NeuroVax provides positive results for MS
The Immune Response Corporation, a US-based biopharmaceutical company developing immune-based therapies (IBT) for HIV and select other diseases, has shown that its investigational T-cell receptor (TCR) peptide vaccine, NeuroVax, produced a peptide-specific immune response in 94% of the patients treated in a Phase I/II clinical trial in multiple sclerosis.
The Immune Response Corporation, a US-based biopharmaceutical company developing immune-based therapies (IBT) for HIV and select other diseases, has shown that its investigational T-cell receptor (TCR) peptide vaccine, NeuroVax, produced a peptide-specific immune response in 94% of the patients treated in a Phase I/II clinical trial in multiple sclerosis.
The three-armed, randomised trial was discontinued early when an interim analysis revealed the high rate of response. Earlier clinical research on immunotherapy for multiple sclerosis suggested that only about half of patients had an immune response to treatment with a single TCR peptide but that this reaction probably had clinical benefit. NeuroVax is composed of a combination of TCR peptides from three families (BV5S2, BV6S5, and BV13S1) with an adjuvant to improve immune response rates.

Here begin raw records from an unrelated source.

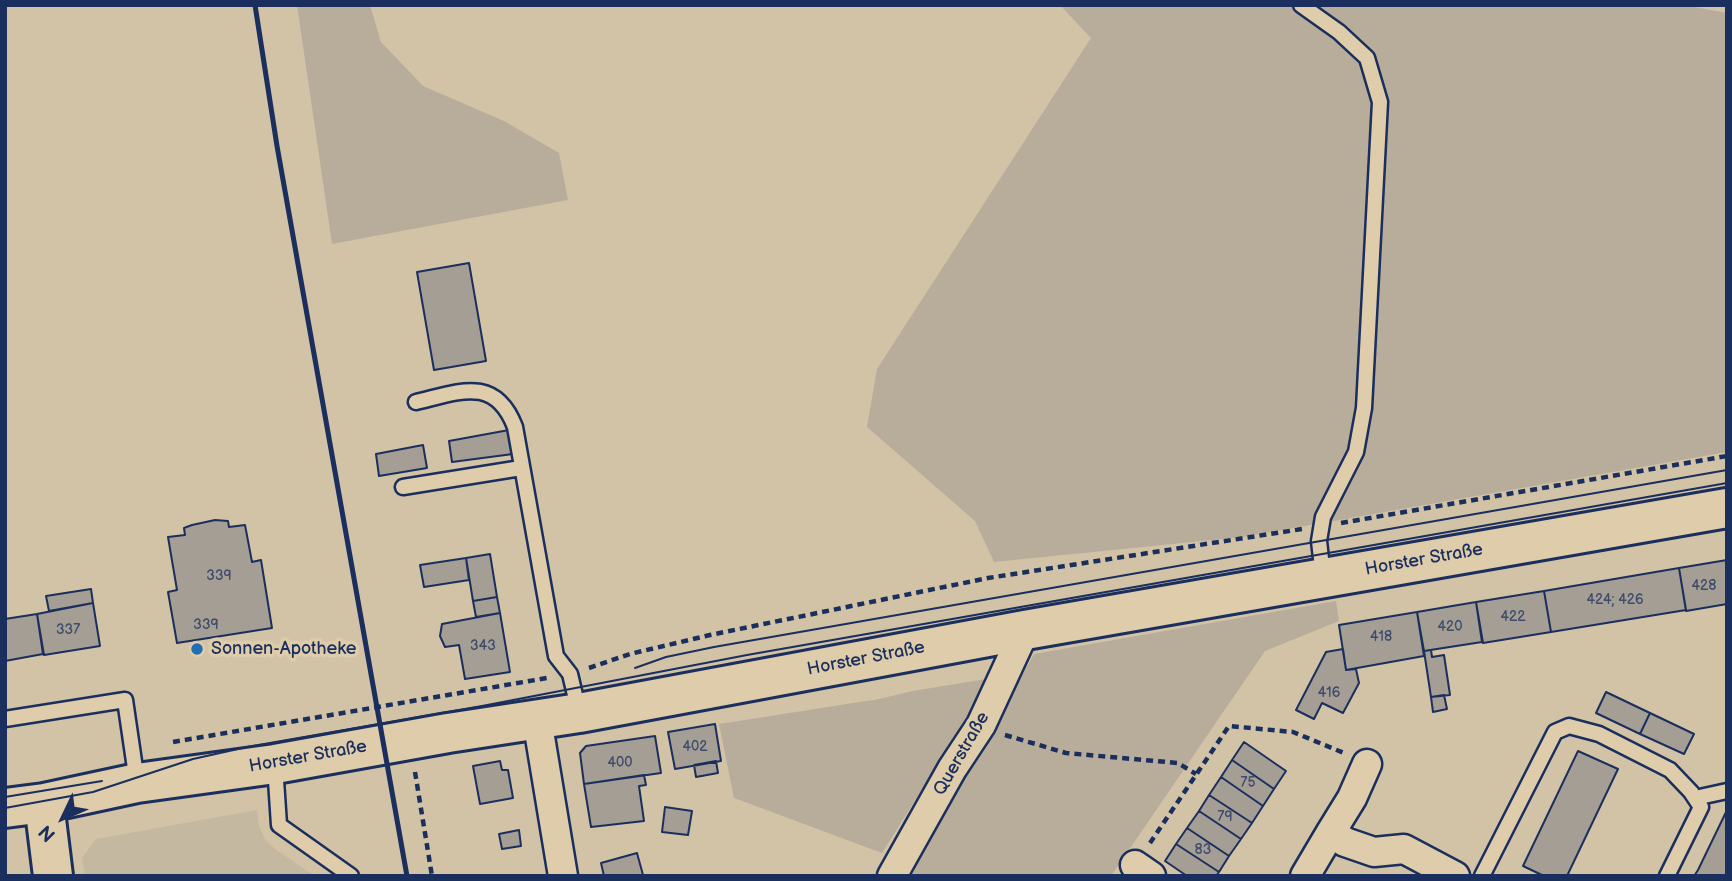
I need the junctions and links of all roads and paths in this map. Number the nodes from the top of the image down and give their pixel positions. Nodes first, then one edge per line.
1 (1301, 5) edge
2 (416, 402) dead end
3 (1727, 456) edge
4 (521, 468) junction
5 (403, 487) dead end
6 (1727, 508) edge
7 (1322, 526) junction
8 (1324, 578) junction
9 (1025, 630) junction
10 (564, 675) junction
11 (579, 713) junction
12 (5, 719) edge
13 (537, 719) junction
14 (981, 725) junction
15 (409, 740) junction
16 (166, 743) dead end
17 (275, 764) junction
18 (1367, 764) joint
19 (1196, 774) junction
20 (137, 783) junction
21 (1727, 791) edge
22 (1695, 798) junction
23 (44, 803) junction
24 (5, 808) edge
25 (1331, 832) junction
26 (1143, 871) edge
27 (53, 876) edge
28 (351, 876) edge
29 (432, 876) edge
30 (563, 876) edge
31 (892, 876) edge
32 (1305, 876) edge
33 (1455, 876) edge
34 (1482, 876) edge
35 (1667, 876) edge

1 - 7 lane
2 - 4 lane
3 - 7 path
4 - 5 lane
4 - 10 lane
6 - 8 main road, Horster Straße
7 - 8 lane
7 - 10 path
8 - 9 main road, Horster Straße
9 - 11 main road, Horster Straße
9 - 14 street, Querstraße
10 - 11 lane
10 - 16 path
11 - 13 main road, Horster Straße
12 - 20 lane
13 - 15 main road, Horster Straße
13 - 30 street
14 - 19 path
14 - 31 street, Querstraße
15 - 17 main road, Horster Straße
15 - 29 path
17 - 20 main road, Horster Straße
17 - 28 lane
18 - 19 path
18 - 25 street
19 - 26 path
20 - 23 main road, Horster Straße
21 - 22 lane
22 - 34 lane
22 - 35 lane
23 - 24 main road, Horster Straße
23 - 27 main road
25 - 32 street
25 - 33 street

'The surprisingly high immunogenic response to NeuroVax, both in the percentage of patients responding and in the strength of their responses, validates this new approach to enhancing TCR peptide immunization and suggests that we may finally be able to more specifically regulate the pathogenic T-cells thus addressing the underlying causes of the disease,' said Dr Dennis Bourdette, chairman of the department of Neurology at Oregon Health & Science University in Portland, Oregon, and lead investigator for this study. 'Patients with multiple sclerosis currently have few treatment options. Our research is continuing to determine if the active immune response to NeuroVax correlates with a clinically relevant impact on disease progression.'
'With 94% of patients showing a disease-specific immune response in this study, we will continue to pursue development of NeuroVax in multiple sclerosis as both a monotherapy and in combination with currently approved treatments, said Dr John Bonfiglio, chief executive officer of The Immune Response Corporation. 'NeuroVax is another example of how immune-based therapies pioneered by The Immune Response Corporation's co-founder, Dr Jonas Salk, may provide a promising new mechanism for fighting difficult diseases. Together with our product candidates for HIV, Remune and IR103, I believe our pipeline is making the progress necessary to eventually commercialise products to meet patient needs in two underserved areas.'
Multiple sclerosis
Multiple sclerosis is an autoimmune disease in which the immune system, the body's principal defence against foreign substances such as bacteria, mistakenly attacks normal tissues of the central nervous system. It afflicts approximately 400,000 people in the United States and more than 2.5m worldwide. Specifically, the disease results in the loss of a fatty tissue called myelin that surrounds and protects nerve fibers, creating scarring (sclerosis) that interferes with the normal transmission of nerve impulses. This, in turn, leads to a variety of highly individual and unpredictable neurological symptoms, ranging from movement and balance problems to vision impairment. It is believed that a subset of the specific class of white blood cells, CD4+ T-cells, that normally plays an important role in the immune system, somehow becomes autoreactive and is principally responsible for the progression of the disease. TCR peptides have been shown to stimulate regulatory T-cells capable of suppressing the autoreactive CD4+ T-cells in a certain proportion of patients. NeuroVax, which combines three TCR peptides with an adjuvant, was designed to increase the likelihood of this immune reaction.